[Start of Attachment]

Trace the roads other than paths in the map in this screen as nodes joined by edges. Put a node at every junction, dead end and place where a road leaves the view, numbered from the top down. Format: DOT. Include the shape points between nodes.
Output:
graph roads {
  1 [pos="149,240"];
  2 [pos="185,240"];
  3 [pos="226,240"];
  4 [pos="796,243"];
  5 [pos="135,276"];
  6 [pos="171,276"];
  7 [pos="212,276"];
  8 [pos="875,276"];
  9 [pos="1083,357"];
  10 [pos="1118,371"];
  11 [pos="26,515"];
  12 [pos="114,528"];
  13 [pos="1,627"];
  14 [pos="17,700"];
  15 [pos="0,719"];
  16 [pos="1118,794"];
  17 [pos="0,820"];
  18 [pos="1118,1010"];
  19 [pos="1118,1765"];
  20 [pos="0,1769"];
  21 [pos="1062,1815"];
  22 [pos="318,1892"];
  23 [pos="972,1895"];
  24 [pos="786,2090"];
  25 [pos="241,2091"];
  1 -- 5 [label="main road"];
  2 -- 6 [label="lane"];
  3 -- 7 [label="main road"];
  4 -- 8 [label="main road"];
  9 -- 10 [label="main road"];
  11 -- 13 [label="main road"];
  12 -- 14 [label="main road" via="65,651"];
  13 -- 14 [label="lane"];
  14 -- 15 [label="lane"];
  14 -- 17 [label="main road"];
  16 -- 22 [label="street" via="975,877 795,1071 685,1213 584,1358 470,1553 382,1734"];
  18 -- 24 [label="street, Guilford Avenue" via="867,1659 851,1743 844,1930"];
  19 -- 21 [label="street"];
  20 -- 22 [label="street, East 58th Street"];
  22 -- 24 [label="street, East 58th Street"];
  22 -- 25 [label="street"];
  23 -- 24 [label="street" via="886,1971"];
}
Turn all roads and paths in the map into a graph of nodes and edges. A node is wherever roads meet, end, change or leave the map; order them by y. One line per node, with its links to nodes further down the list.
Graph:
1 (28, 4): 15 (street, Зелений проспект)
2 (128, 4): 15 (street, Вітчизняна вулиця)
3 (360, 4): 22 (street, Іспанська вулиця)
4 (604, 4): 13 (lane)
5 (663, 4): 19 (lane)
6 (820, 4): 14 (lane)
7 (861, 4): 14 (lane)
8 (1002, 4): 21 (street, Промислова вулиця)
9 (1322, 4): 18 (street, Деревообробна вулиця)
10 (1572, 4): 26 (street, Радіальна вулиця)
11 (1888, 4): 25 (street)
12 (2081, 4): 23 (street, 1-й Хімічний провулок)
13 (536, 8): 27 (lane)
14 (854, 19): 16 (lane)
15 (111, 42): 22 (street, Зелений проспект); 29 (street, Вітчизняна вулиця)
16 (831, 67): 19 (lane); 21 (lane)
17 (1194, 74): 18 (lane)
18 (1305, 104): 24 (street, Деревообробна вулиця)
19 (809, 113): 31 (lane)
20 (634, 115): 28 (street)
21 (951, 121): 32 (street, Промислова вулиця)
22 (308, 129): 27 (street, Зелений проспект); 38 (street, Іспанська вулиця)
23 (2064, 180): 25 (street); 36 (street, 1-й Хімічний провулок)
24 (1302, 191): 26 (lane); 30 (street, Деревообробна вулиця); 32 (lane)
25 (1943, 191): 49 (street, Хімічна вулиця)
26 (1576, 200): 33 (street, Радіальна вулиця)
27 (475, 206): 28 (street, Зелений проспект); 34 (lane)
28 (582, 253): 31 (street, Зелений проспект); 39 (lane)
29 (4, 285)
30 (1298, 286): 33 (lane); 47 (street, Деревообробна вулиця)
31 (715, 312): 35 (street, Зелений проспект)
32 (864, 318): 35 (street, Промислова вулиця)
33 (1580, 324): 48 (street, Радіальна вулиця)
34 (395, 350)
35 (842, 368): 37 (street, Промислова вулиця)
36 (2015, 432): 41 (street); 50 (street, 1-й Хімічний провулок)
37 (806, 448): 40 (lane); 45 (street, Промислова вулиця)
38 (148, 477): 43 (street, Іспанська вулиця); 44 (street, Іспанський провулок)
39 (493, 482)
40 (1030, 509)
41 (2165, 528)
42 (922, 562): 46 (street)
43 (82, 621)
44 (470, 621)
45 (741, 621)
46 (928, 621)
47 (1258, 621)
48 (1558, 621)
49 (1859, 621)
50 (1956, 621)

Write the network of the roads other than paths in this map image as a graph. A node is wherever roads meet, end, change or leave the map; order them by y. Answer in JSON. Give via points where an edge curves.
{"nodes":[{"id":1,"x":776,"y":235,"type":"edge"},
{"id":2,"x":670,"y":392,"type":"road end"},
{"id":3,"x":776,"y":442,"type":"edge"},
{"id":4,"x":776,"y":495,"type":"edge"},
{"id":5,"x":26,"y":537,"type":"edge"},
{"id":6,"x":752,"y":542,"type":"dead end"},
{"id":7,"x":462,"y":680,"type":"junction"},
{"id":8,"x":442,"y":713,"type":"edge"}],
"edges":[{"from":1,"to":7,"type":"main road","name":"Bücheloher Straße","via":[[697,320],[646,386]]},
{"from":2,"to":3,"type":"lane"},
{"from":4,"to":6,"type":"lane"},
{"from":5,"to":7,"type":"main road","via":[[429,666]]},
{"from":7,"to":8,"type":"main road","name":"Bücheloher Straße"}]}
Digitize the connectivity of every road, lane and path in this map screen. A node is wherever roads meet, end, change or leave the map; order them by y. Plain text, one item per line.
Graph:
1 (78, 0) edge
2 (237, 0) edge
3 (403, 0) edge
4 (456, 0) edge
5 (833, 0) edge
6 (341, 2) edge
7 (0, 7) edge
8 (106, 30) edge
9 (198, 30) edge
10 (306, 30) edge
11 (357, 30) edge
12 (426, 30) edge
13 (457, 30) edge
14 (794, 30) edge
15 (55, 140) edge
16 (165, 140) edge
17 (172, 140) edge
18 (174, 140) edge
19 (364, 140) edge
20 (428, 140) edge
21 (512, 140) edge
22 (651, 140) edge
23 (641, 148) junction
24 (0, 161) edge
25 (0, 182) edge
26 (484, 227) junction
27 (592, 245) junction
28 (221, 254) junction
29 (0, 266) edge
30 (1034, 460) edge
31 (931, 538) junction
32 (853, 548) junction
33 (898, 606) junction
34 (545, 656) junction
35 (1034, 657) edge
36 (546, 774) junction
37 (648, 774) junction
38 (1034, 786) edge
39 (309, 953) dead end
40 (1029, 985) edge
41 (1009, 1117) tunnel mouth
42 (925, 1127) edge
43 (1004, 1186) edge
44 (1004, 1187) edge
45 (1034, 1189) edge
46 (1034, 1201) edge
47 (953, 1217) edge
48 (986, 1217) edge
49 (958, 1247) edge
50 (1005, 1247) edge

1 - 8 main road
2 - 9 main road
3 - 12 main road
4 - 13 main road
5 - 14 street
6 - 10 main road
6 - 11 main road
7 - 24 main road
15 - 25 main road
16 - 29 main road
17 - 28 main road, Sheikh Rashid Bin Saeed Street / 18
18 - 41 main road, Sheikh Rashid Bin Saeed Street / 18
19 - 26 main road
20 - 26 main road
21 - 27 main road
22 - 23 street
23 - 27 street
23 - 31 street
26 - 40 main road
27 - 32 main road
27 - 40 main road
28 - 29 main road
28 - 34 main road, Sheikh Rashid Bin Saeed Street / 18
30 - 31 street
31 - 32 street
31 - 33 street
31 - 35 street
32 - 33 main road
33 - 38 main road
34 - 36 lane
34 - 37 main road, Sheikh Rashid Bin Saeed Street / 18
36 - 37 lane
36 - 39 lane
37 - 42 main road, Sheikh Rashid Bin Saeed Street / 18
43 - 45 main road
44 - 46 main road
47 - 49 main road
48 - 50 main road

[End of Attachment]

> **Assigned task**: Provide an exact transcription of every entry above.

> **Response to this exercise**:
Trace the roads other than paths in the map in this screen as nodes joined by edges. Put a node at every junction, dead end and place where a road leaves the view, numbered from the top down. Format: DOT. Include the shape points between nodes.
Output:
graph roads {
  1 [pos="149,240"];
  2 [pos="185,240"];
  3 [pos="226,240"];
  4 [pos="796,243"];
  5 [pos="135,276"];
  6 [pos="171,276"];
  7 [pos="212,276"];
  8 [pos="875,276"];
  9 [pos="1083,357"];
  10 [pos="1118,371"];
  11 [pos="26,515"];
  12 [pos="114,528"];
  13 [pos="1,627"];
  14 [pos="17,700"];
  15 [pos="0,719"];
  16 [pos="1118,794"];
  17 [pos="0,820"];
  18 [pos="1118,1010"];
  19 [pos="1118,1765"];
  20 [pos="0,1769"];
  21 [pos="1062,1815"];
  22 [pos="318,1892"];
  23 [pos="972,1895"];
  24 [pos="786,2090"];
  25 [pos="241,2091"];
  1 -- 5 [label="main road"];
  2 -- 6 [label="lane"];
  3 -- 7 [label="main road"];
  4 -- 8 [label="main road"];
  9 -- 10 [label="main road"];
  11 -- 13 [label="main road"];
  12 -- 14 [label="main road" via="65,651"];
  13 -- 14 [label="lane"];
  14 -- 15 [label="lane"];
  14 -- 17 [label="main road"];
  16 -- 22 [label="street" via="975,877 795,1071 685,1213 584,1358 470,1553 382,1734"];
  18 -- 24 [label="street, Guilford Avenue" via="867,1659 851,1743 844,1930"];
  19 -- 21 [label="street"];
  20 -- 22 [label="street, East 58th Street"];
  22 -- 24 [label="street, East 58th Street"];
  22 -- 25 [label="street"];
  23 -- 24 [label="street" via="886,1971"];
}
Turn all roads and paths in the map into a graph of nodes and edges. A node is wherever roads meet, end, change or leave the map; order them by y. One line per node, with its links to nodes further down the list.
Graph:
1 (28, 4): 15 (street, Зелений проспект)
2 (128, 4): 15 (street, Вітчизняна вулиця)
3 (360, 4): 22 (street, Іспанська вулиця)
4 (604, 4): 13 (lane)
5 (663, 4): 19 (lane)
6 (820, 4): 14 (lane)
7 (861, 4): 14 (lane)
8 (1002, 4): 21 (street, Промислова вулиця)
9 (1322, 4): 18 (street, Деревообробна вулиця)
10 (1572, 4): 26 (street, Радіальна вулиця)
11 (1888, 4): 25 (street)
12 (2081, 4): 23 (street, 1-й Хімічний провулок)
13 (536, 8): 27 (lane)
14 (854, 19): 16 (lane)
15 (111, 42): 22 (street, Зелений проспект); 29 (street, Вітчизняна вулиця)
16 (831, 67): 19 (lane); 21 (lane)
17 (1194, 74): 18 (lane)
18 (1305, 104): 24 (street, Деревообробна вулиця)
19 (809, 113): 31 (lane)
20 (634, 115): 28 (street)
21 (951, 121): 32 (street, Промислова вулиця)
22 (308, 129): 27 (street, Зелений проспект); 38 (street, Іспанська вулиця)
23 (2064, 180): 25 (street); 36 (street, 1-й Хімічний провулок)
24 (1302, 191): 26 (lane); 30 (street, Деревообробна вулиця); 32 (lane)
25 (1943, 191): 49 (street, Хімічна вулиця)
26 (1576, 200): 33 (street, Радіальна вулиця)
27 (475, 206): 28 (street, Зелений проспект); 34 (lane)
28 (582, 253): 31 (street, Зелений проспект); 39 (lane)
29 (4, 285)
30 (1298, 286): 33 (lane); 47 (street, Деревообробна вулиця)
31 (715, 312): 35 (street, Зелений проспект)
32 (864, 318): 35 (street, Промислова вулиця)
33 (1580, 324): 48 (street, Радіальна вулиця)
34 (395, 350)
35 (842, 368): 37 (street, Промислова вулиця)
36 (2015, 432): 41 (street); 50 (street, 1-й Хімічний провулок)
37 (806, 448): 40 (lane); 45 (street, Промислова вулиця)
38 (148, 477): 43 (street, Іспанська вулиця); 44 (street, Іспанський провулок)
39 (493, 482)
40 (1030, 509)
41 (2165, 528)
42 (922, 562): 46 (street)
43 (82, 621)
44 (470, 621)
45 (741, 621)
46 (928, 621)
47 (1258, 621)
48 (1558, 621)
49 (1859, 621)
50 (1956, 621)

Write the network of the roads other than paths in this map image as a graph. A node is wherever roads meet, end, change or leave the map; order them by y. Answer in JSON. Give via points where an edge curves.
{"nodes":[{"id":1,"x":776,"y":235,"type":"edge"},
{"id":2,"x":670,"y":392,"type":"road end"},
{"id":3,"x":776,"y":442,"type":"edge"},
{"id":4,"x":776,"y":495,"type":"edge"},
{"id":5,"x":26,"y":537,"type":"edge"},
{"id":6,"x":752,"y":542,"type":"dead end"},
{"id":7,"x":462,"y":680,"type":"junction"},
{"id":8,"x":442,"y":713,"type":"edge"}],
"edges":[{"from":1,"to":7,"type":"main road","name":"Bücheloher Straße","via":[[697,320],[646,386]]},
{"from":2,"to":3,"type":"lane"},
{"from":4,"to":6,"type":"lane"},
{"from":5,"to":7,"type":"main road","via":[[429,666]]},
{"from":7,"to":8,"type":"main road","name":"Bücheloher Straße"}]}
Digitize the connectivity of every road, lane and path in this map screen. A node is wherever roads meet, end, change or leave the map; order them by y. Plain text, one item per line.
Graph:
1 (78, 0) edge
2 (237, 0) edge
3 (403, 0) edge
4 (456, 0) edge
5 (833, 0) edge
6 (341, 2) edge
7 (0, 7) edge
8 (106, 30) edge
9 (198, 30) edge
10 (306, 30) edge
11 (357, 30) edge
12 (426, 30) edge
13 (457, 30) edge
14 (794, 30) edge
15 (55, 140) edge
16 (165, 140) edge
17 (172, 140) edge
18 (174, 140) edge
19 (364, 140) edge
20 (428, 140) edge
21 (512, 140) edge
22 (651, 140) edge
23 (641, 148) junction
24 (0, 161) edge
25 (0, 182) edge
26 (484, 227) junction
27 (592, 245) junction
28 (221, 254) junction
29 (0, 266) edge
30 (1034, 460) edge
31 (931, 538) junction
32 (853, 548) junction
33 (898, 606) junction
34 (545, 656) junction
35 (1034, 657) edge
36 (546, 774) junction
37 (648, 774) junction
38 (1034, 786) edge
39 (309, 953) dead end
40 (1029, 985) edge
41 (1009, 1117) tunnel mouth
42 (925, 1127) edge
43 (1004, 1186) edge
44 (1004, 1187) edge
45 (1034, 1189) edge
46 (1034, 1201) edge
47 (953, 1217) edge
48 (986, 1217) edge
49 (958, 1247) edge
50 (1005, 1247) edge

1 - 8 main road
2 - 9 main road
3 - 12 main road
4 - 13 main road
5 - 14 street
6 - 10 main road
6 - 11 main road
7 - 24 main road
15 - 25 main road
16 - 29 main road
17 - 28 main road, Sheikh Rashid Bin Saeed Street / 18
18 - 41 main road, Sheikh Rashid Bin Saeed Street / 18
19 - 26 main road
20 - 26 main road
21 - 27 main road
22 - 23 street
23 - 27 street
23 - 31 street
26 - 40 main road
27 - 32 main road
27 - 40 main road
28 - 29 main road
28 - 34 main road, Sheikh Rashid Bin Saeed Street / 18
30 - 31 street
31 - 32 street
31 - 33 street
31 - 35 street
32 - 33 main road
33 - 38 main road
34 - 36 lane
34 - 37 main road, Sheikh Rashid Bin Saeed Street / 18
36 - 37 lane
36 - 39 lane
37 - 42 main road, Sheikh Rashid Bin Saeed Street / 18
43 - 45 main road
44 - 46 main road
47 - 49 main road
48 - 50 main road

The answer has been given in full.